▼

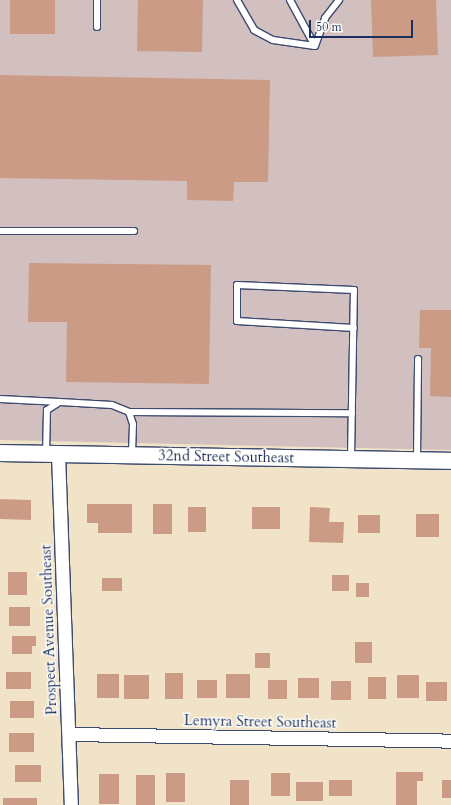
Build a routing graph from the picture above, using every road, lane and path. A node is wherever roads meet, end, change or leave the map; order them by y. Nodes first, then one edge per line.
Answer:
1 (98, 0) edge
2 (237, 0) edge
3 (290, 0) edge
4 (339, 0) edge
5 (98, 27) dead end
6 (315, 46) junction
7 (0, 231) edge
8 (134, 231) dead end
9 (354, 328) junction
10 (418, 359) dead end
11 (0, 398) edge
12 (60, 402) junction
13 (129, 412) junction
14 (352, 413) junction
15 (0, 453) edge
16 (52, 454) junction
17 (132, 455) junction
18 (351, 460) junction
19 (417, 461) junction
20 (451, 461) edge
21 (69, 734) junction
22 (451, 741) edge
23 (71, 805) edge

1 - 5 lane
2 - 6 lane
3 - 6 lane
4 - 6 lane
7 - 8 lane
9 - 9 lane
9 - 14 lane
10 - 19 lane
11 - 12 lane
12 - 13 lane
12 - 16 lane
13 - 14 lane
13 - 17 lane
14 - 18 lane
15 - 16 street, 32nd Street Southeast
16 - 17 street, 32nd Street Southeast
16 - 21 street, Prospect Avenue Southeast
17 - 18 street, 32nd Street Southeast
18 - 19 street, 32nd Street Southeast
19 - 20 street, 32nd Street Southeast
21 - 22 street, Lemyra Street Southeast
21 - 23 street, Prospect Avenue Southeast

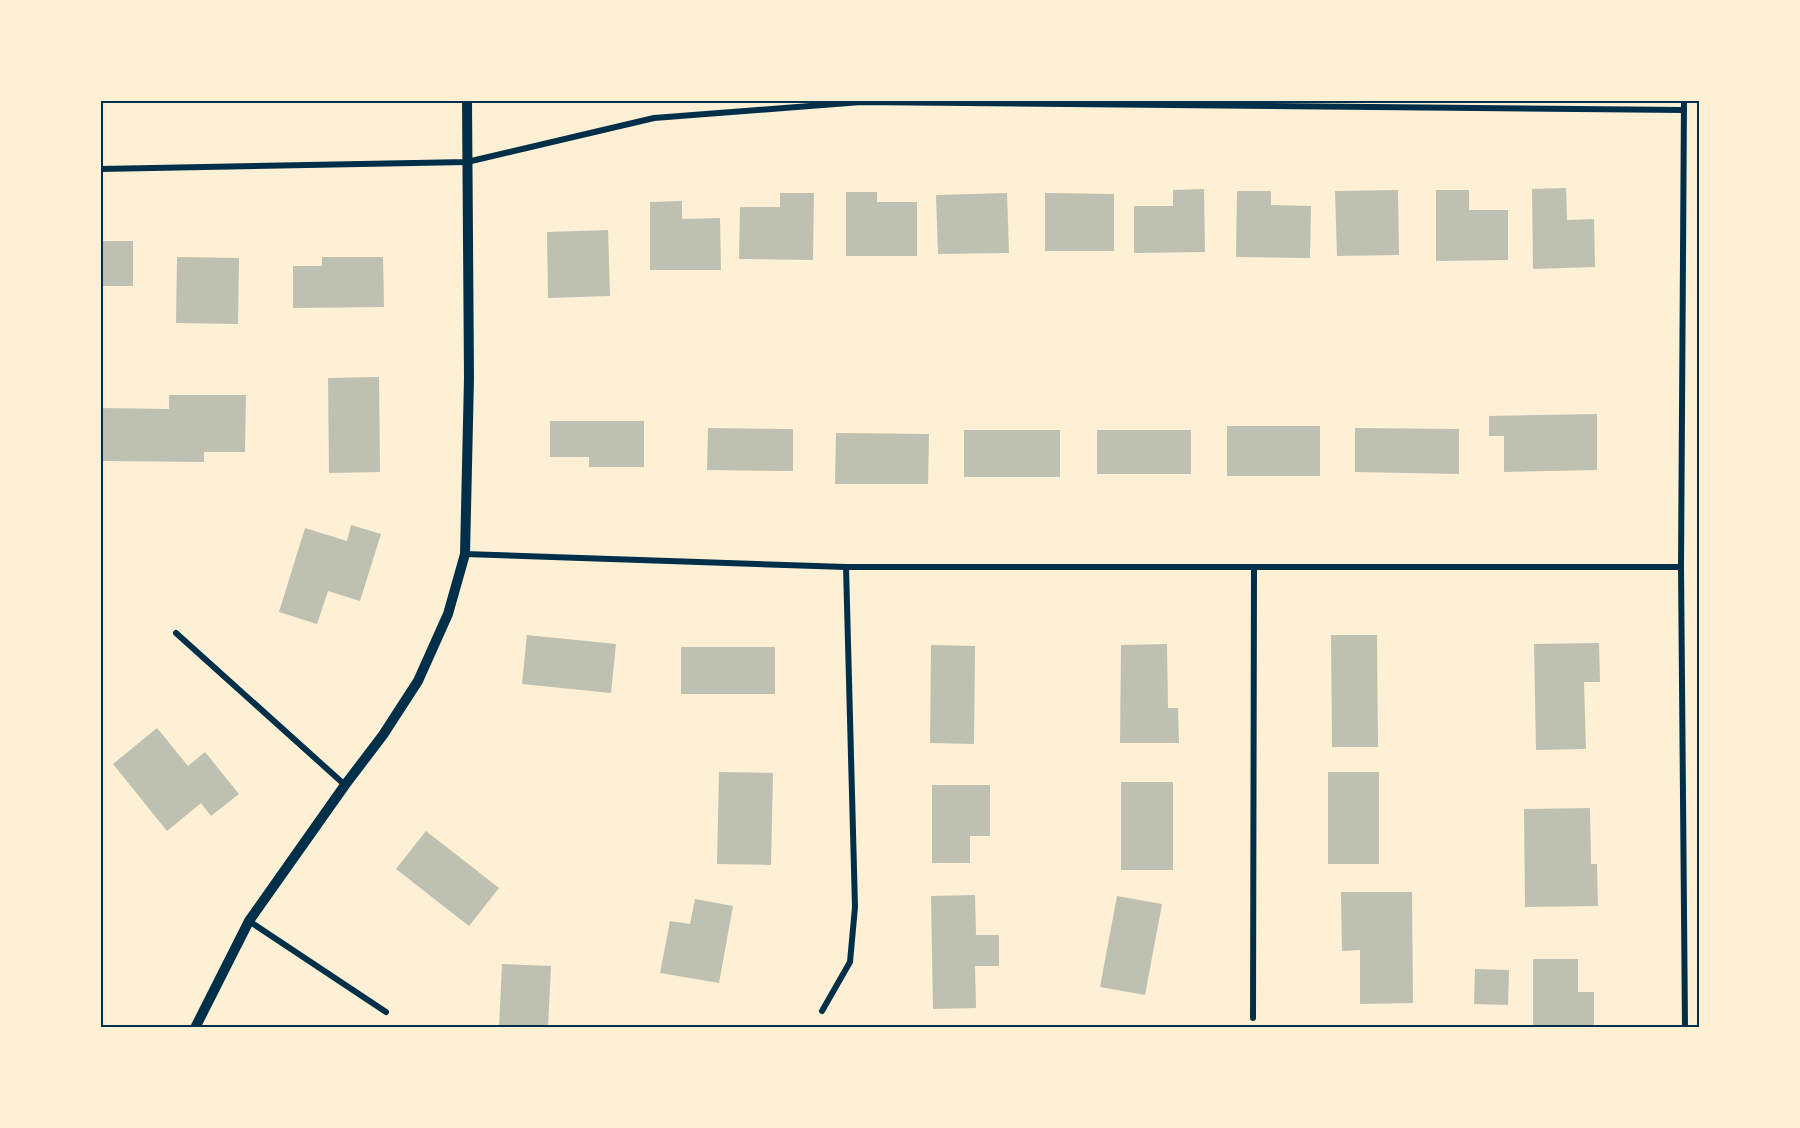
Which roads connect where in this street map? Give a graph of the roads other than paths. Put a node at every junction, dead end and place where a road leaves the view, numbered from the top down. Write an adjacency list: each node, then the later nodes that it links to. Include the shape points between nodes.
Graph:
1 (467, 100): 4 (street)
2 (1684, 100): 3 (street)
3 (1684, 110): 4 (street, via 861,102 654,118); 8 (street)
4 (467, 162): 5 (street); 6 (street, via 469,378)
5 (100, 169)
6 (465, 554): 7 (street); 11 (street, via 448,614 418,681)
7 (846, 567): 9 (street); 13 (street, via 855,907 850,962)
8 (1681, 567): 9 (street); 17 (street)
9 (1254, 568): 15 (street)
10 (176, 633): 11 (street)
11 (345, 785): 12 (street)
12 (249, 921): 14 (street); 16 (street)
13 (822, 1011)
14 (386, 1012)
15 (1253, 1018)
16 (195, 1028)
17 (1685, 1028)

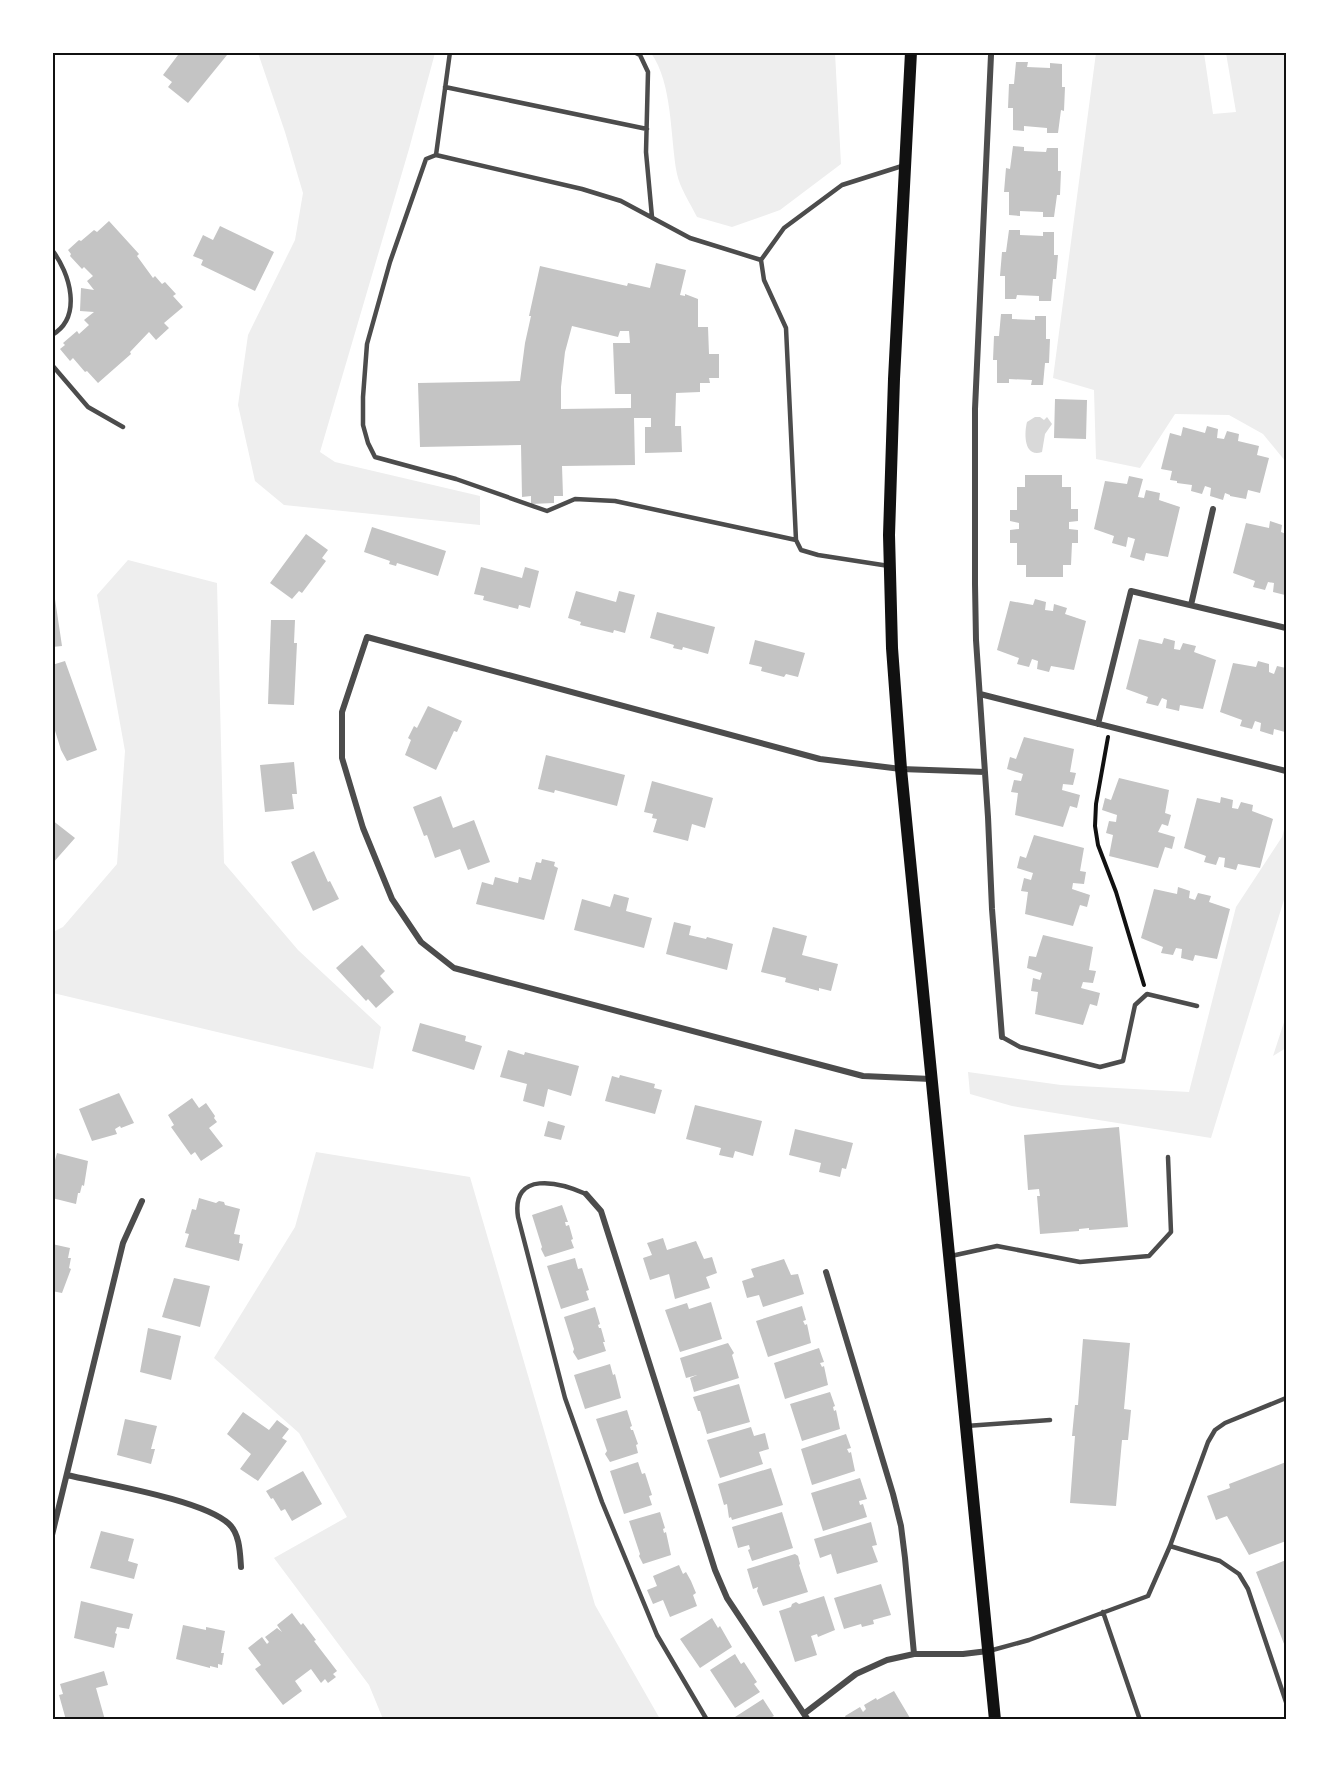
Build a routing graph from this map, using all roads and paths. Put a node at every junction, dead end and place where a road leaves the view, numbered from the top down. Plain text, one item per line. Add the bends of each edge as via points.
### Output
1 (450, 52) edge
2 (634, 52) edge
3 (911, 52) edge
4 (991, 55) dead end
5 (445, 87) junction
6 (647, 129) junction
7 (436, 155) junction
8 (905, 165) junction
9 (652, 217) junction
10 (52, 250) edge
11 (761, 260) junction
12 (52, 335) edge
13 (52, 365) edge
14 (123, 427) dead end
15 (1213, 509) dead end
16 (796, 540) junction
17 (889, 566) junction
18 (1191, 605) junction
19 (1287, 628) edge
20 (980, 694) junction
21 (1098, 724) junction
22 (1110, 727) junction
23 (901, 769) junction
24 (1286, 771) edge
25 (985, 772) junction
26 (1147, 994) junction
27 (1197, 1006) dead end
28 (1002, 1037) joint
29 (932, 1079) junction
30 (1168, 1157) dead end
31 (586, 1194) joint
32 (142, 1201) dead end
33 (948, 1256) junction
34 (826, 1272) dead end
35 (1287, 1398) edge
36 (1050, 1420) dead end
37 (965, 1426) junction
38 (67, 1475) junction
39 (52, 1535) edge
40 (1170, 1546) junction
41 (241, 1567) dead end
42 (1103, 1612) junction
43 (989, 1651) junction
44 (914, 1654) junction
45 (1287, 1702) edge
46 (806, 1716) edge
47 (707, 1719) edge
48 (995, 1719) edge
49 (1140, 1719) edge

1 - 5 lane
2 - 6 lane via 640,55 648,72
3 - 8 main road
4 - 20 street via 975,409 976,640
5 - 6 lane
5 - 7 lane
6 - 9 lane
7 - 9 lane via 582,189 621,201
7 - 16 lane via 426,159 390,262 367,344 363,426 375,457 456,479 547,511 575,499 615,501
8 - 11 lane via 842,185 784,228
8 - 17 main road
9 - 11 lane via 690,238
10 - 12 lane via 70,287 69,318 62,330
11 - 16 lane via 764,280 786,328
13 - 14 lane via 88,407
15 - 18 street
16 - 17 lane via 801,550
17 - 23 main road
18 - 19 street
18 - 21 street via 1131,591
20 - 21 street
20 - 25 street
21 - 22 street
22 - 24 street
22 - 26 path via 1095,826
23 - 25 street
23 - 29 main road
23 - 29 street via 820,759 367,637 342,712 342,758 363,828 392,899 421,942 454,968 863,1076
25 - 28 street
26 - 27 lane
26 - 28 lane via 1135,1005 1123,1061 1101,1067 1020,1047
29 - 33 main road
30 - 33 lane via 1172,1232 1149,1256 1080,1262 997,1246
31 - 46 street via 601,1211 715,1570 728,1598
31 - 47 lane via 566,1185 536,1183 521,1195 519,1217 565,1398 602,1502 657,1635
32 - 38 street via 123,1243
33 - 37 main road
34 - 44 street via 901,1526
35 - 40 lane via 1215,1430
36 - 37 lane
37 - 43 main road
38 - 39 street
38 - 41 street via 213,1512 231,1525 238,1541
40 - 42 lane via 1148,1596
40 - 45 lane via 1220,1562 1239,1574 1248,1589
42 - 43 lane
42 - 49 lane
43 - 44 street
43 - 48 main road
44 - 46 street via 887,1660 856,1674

▲

Would you return all of the data above word for word, omitting every picture?

**WORKED SOLUTION:**
Build a routing graph from the picture above, using every road, lane and path. A node is wherever roads meet, end, change or leave the map; order them by y. Nodes first, then one edge per line.
Answer:
1 (98, 0) edge
2 (237, 0) edge
3 (290, 0) edge
4 (339, 0) edge
5 (98, 27) dead end
6 (315, 46) junction
7 (0, 231) edge
8 (134, 231) dead end
9 (354, 328) junction
10 (418, 359) dead end
11 (0, 398) edge
12 (60, 402) junction
13 (129, 412) junction
14 (352, 413) junction
15 (0, 453) edge
16 (52, 454) junction
17 (132, 455) junction
18 (351, 460) junction
19 (417, 461) junction
20 (451, 461) edge
21 (69, 734) junction
22 (451, 741) edge
23 (71, 805) edge

1 - 5 lane
2 - 6 lane
3 - 6 lane
4 - 6 lane
7 - 8 lane
9 - 9 lane
9 - 14 lane
10 - 19 lane
11 - 12 lane
12 - 13 lane
12 - 16 lane
13 - 14 lane
13 - 17 lane
14 - 18 lane
15 - 16 street, 32nd Street Southeast
16 - 17 street, 32nd Street Southeast
16 - 21 street, Prospect Avenue Southeast
17 - 18 street, 32nd Street Southeast
18 - 19 street, 32nd Street Southeast
19 - 20 street, 32nd Street Southeast
21 - 22 street, Lemyra Street Southeast
21 - 23 street, Prospect Avenue Southeast

Which roads connect where in this street map? Give a graph of the roads other than paths. Put a node at every junction, dead end and place where a road leaves the view, numbered from the top down. Write an adjacency list: each node, then the later nodes that it links to. Include the shape points between nodes.
Graph:
1 (467, 100): 4 (street)
2 (1684, 100): 3 (street)
3 (1684, 110): 4 (street, via 861,102 654,118); 8 (street)
4 (467, 162): 5 (street); 6 (street, via 469,378)
5 (100, 169)
6 (465, 554): 7 (street); 11 (street, via 448,614 418,681)
7 (846, 567): 9 (street); 13 (street, via 855,907 850,962)
8 (1681, 567): 9 (street); 17 (street)
9 (1254, 568): 15 (street)
10 (176, 633): 11 (street)
11 (345, 785): 12 (street)
12 (249, 921): 14 (street); 16 (street)
13 (822, 1011)
14 (386, 1012)
15 (1253, 1018)
16 (195, 1028)
17 (1685, 1028)

Build a routing graph from this map, using all roads and paths. Put a node at every junction, dead end and place where a road leaves the view, numbered from the top down. Plain text, one item per line. Add the bends of each edge as via points.
### Output
1 (450, 52) edge
2 (634, 52) edge
3 (911, 52) edge
4 (991, 55) dead end
5 (445, 87) junction
6 (647, 129) junction
7 (436, 155) junction
8 (905, 165) junction
9 (652, 217) junction
10 (52, 250) edge
11 (761, 260) junction
12 (52, 335) edge
13 (52, 365) edge
14 (123, 427) dead end
15 (1213, 509) dead end
16 (796, 540) junction
17 (889, 566) junction
18 (1191, 605) junction
19 (1287, 628) edge
20 (980, 694) junction
21 (1098, 724) junction
22 (1110, 727) junction
23 (901, 769) junction
24 (1286, 771) edge
25 (985, 772) junction
26 (1147, 994) junction
27 (1197, 1006) dead end
28 (1002, 1037) joint
29 (932, 1079) junction
30 (1168, 1157) dead end
31 (586, 1194) joint
32 (142, 1201) dead end
33 (948, 1256) junction
34 (826, 1272) dead end
35 (1287, 1398) edge
36 (1050, 1420) dead end
37 (965, 1426) junction
38 (67, 1475) junction
39 (52, 1535) edge
40 (1170, 1546) junction
41 (241, 1567) dead end
42 (1103, 1612) junction
43 (989, 1651) junction
44 (914, 1654) junction
45 (1287, 1702) edge
46 (806, 1716) edge
47 (707, 1719) edge
48 (995, 1719) edge
49 (1140, 1719) edge

1 - 5 lane
2 - 6 lane via 640,55 648,72
3 - 8 main road
4 - 20 street via 975,409 976,640
5 - 6 lane
5 - 7 lane
6 - 9 lane
7 - 9 lane via 582,189 621,201
7 - 16 lane via 426,159 390,262 367,344 363,426 375,457 456,479 547,511 575,499 615,501
8 - 11 lane via 842,185 784,228
8 - 17 main road
9 - 11 lane via 690,238
10 - 12 lane via 70,287 69,318 62,330
11 - 16 lane via 764,280 786,328
13 - 14 lane via 88,407
15 - 18 street
16 - 17 lane via 801,550
17 - 23 main road
18 - 19 street
18 - 21 street via 1131,591
20 - 21 street
20 - 25 street
21 - 22 street
22 - 24 street
22 - 26 path via 1095,826
23 - 25 street
23 - 29 main road
23 - 29 street via 820,759 367,637 342,712 342,758 363,828 392,899 421,942 454,968 863,1076
25 - 28 street
26 - 27 lane
26 - 28 lane via 1135,1005 1123,1061 1101,1067 1020,1047
29 - 33 main road
30 - 33 lane via 1172,1232 1149,1256 1080,1262 997,1246
31 - 46 street via 601,1211 715,1570 728,1598
31 - 47 lane via 566,1185 536,1183 521,1195 519,1217 565,1398 602,1502 657,1635
32 - 38 street via 123,1243
33 - 37 main road
34 - 44 street via 901,1526
35 - 40 lane via 1215,1430
36 - 37 lane
37 - 43 main road
38 - 39 street
38 - 41 street via 213,1512 231,1525 238,1541
40 - 42 lane via 1148,1596
40 - 45 lane via 1220,1562 1239,1574 1248,1589
42 - 43 lane
42 - 49 lane
43 - 44 street
43 - 48 main road
44 - 46 street via 887,1660 856,1674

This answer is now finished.